Another way to parallelize a simulation with more than one species is to send each species (or groups of) to separate MPI processes. For example, we could instead use 2 MPI processes along \(z\) and 4 along \(z\), and further parallelize species to utilize all 16 cores by setting

plasmaApp = Plasma.App {
   decompCuts = {2, 1, 4},      -- Parallel decomposition in each position dimension.
   parallelizeSpecies = true,   -- =True to parallelize amongst species.

and again launching the executable with

mpirun -n 16 gkyl gk-sheath.lua

In simulations with few (or no) cross-species interactions species parallelization is particularly efficient.

On many computer clusters where one may run parallel simulations one must submit scripts in order to submit a job. This jobscript causes the simulation to be queued so that it runs once resources (i.e. cores, nodes) become available. When resources are finally available the simulation runs in a compute node (instead of the login node).
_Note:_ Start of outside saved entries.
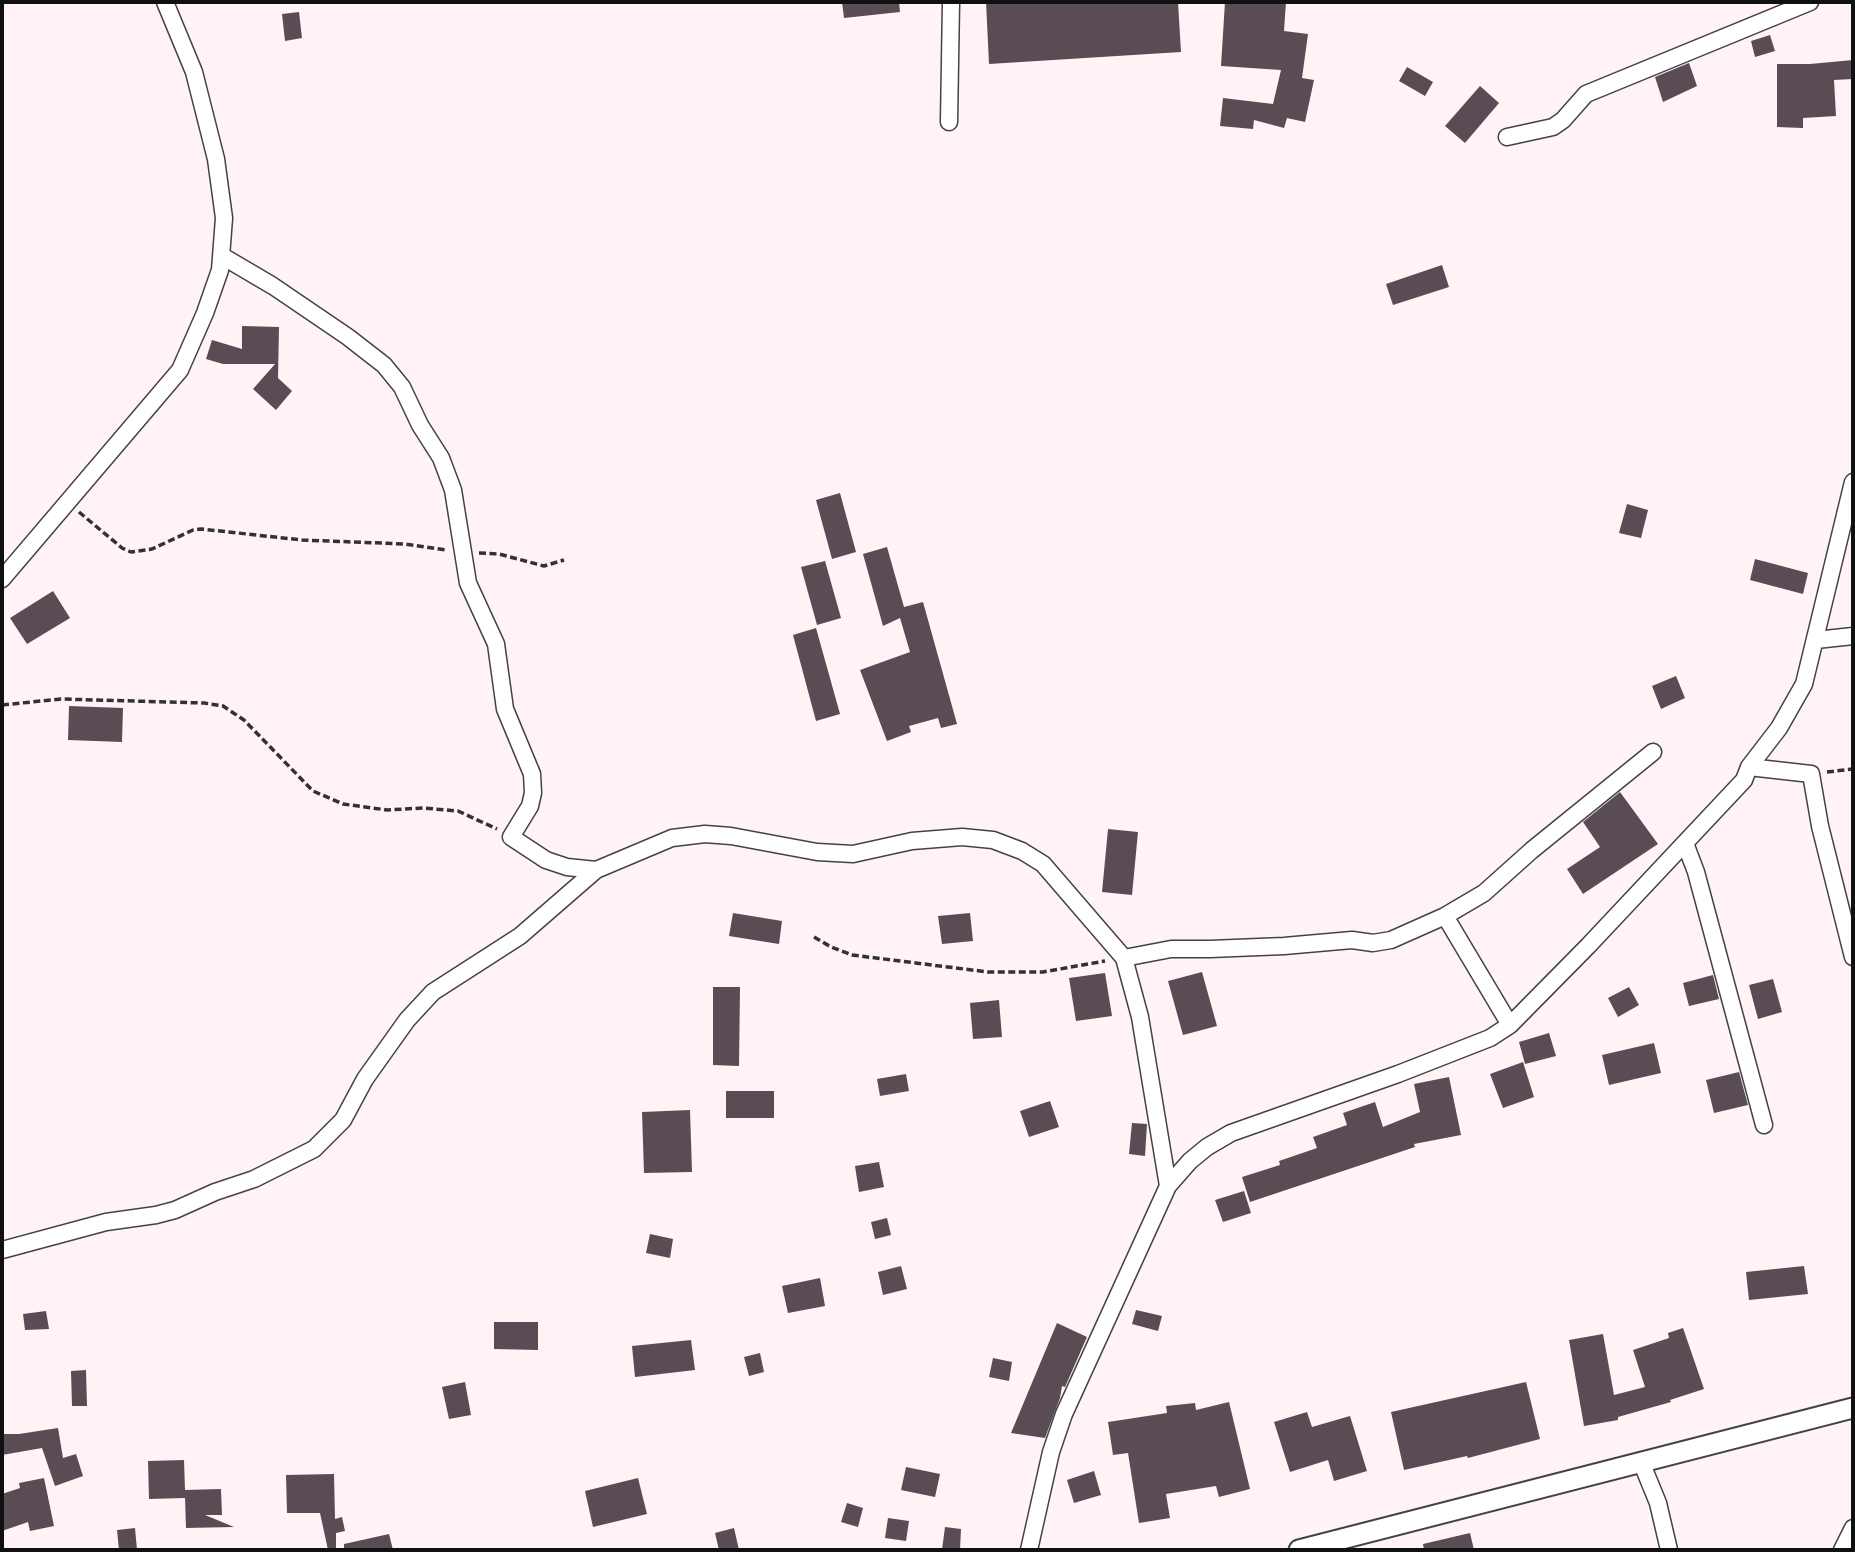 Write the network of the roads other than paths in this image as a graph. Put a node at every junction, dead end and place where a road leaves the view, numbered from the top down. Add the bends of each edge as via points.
1 (165, 2) edge
2 (951, 2) edge
3 (1810, 2) edge
4 (949, 122) dead end
5 (1507, 137) dead end
6 (222, 256) junction
7 (1853, 482) edge
8 (2, 579) edge
9 (1853, 636) edge
10 (1816, 640) junction
11 (1653, 752) dead end
12 (1749, 767) junction
13 (1685, 843) junction
14 (596, 870) junction
15 (1445, 916) junction
16 (1853, 957) edge
17 (1124, 958) junction
18 (1510, 1025) junction
19 (1764, 1125) dead end
20 (1168, 1186) junction
21 (2, 1250) edge
22 (1853, 1408) edge
23 (1643, 1464) junction
24 (1853, 1528) edge
25 (1030, 1549) edge
26 (1299, 1550) edge
27 (1669, 1550) edge
28 (1842, 1550) edge

1 - 6 street via 194,72 216,159 224,218
2 - 4 street
3 - 5 street via 1586,94 1553,127
6 - 8 street via 205,313 180,370
6 - 14 street via 348,337 394,375 449,474 468,583 496,644 505,709 532,774 530,806 511,837 546,860
7 - 10 street
9 - 10 street
10 - 12 street via 1804,684
11 - 15 street via 1484,893
12 - 13 street via 1744,780
12 - 16 street via 1811,774
13 - 18 street
13 - 19 street
14 - 17 street via 672,838 705,834 853,854 962,836 993,840 1043,864
14 - 21 street via 520,936 433,992 407,1020 343,1120 314,1149 175,1210 106,1222
15 - 17 street via 1382,942 1171,949
15 - 18 street
17 - 20 street via 1140,1017
18 - 20 street via 1451,1054 1231,1133 1190,1161
20 - 25 street via 1064,1414
22 - 23 street
23 - 26 street
23 - 27 street
24 - 28 street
Jobscripts for some machines are provided in the gkyl/machine folder and below. Note that the installation instructions point to machine scripts for building gkyl on each of these computers. If you need assistance with setting up gkyl in a new cluster, see this or feel free to contact the developers.

Sample submit scripts:

Running on GPUs

Gkyl is also capable of running on graphical processing units (GPUs) with minimal or no modifiation of an input file that you would use to run on CPUs. Our implementation of GPU capabilities uses CUDA and NCCL. Our model is to launch an MPI process for each GPU available. For this reason one must always launch gkyl with mpirun, mpiexec or any equivalent command provided by the system (e.g. srun). Furthermore, one must provide the -g flag following the gkyl executable. For example given the input file gk-sheath.lua previously mentioned, we would simply run it with on a single GPU with

mpirun -np 1 gkyl -g gk-sheath.lua

If multiple GPUs are available, one may use those to decompose position space and/or species using decompCuts and speciesParallelization in the same way it is done for CPUs (as explained above). We just need to ensure there are enough GPUs for the amount of parallelization requested. For example, if we have 4 nodes with 4 GPUs each, we can again use

plasmaApp = Plasma.App {
   decompCuts = {2, 1, 4},      -- Parallel decomposition in each position dimension.
   parallelizeSpecies = true,   -- =True to parallelize amongst species.

to parallelize along \(x\), \(z\) and species on 16 GPUs, and launch the simulation with

mpirun -n 16 gkyl -g gk-sheath.lua
(multi)GPU runs on clusters

Clusters often have specific instructions for running GPU and multi-GPU jobs. Please refer to your cluster’s documentation/admins to determine the correct/best way to run such simulations on that system.

On clusters is often common to submit scripts that queue the job for running on compute nodes (when the resources become available). In fact this is often preferable to ssh-ing into a node if that is even possible. Some sample job scripts for running GPU-enabled jobs are in the gkyl/machines folder and below:


Sometimes a simulations ends prematurely (e.g. your job’s wallclock time allocation ran out), or perhaps it ended successfully but now you wish to run it longer. In these cases one can restart the simulation.

The first simulation prints out a number of restart files, those ending in _restart.bp. In order to begin a second simulation from where the first left off, check the tEnd and nFrame variables in the input file. These are defined as absolute times/number of frames, that is, they specify the final simulation time and number of ouput frames from the beginning of the first simulation, not relative to the previous simulation.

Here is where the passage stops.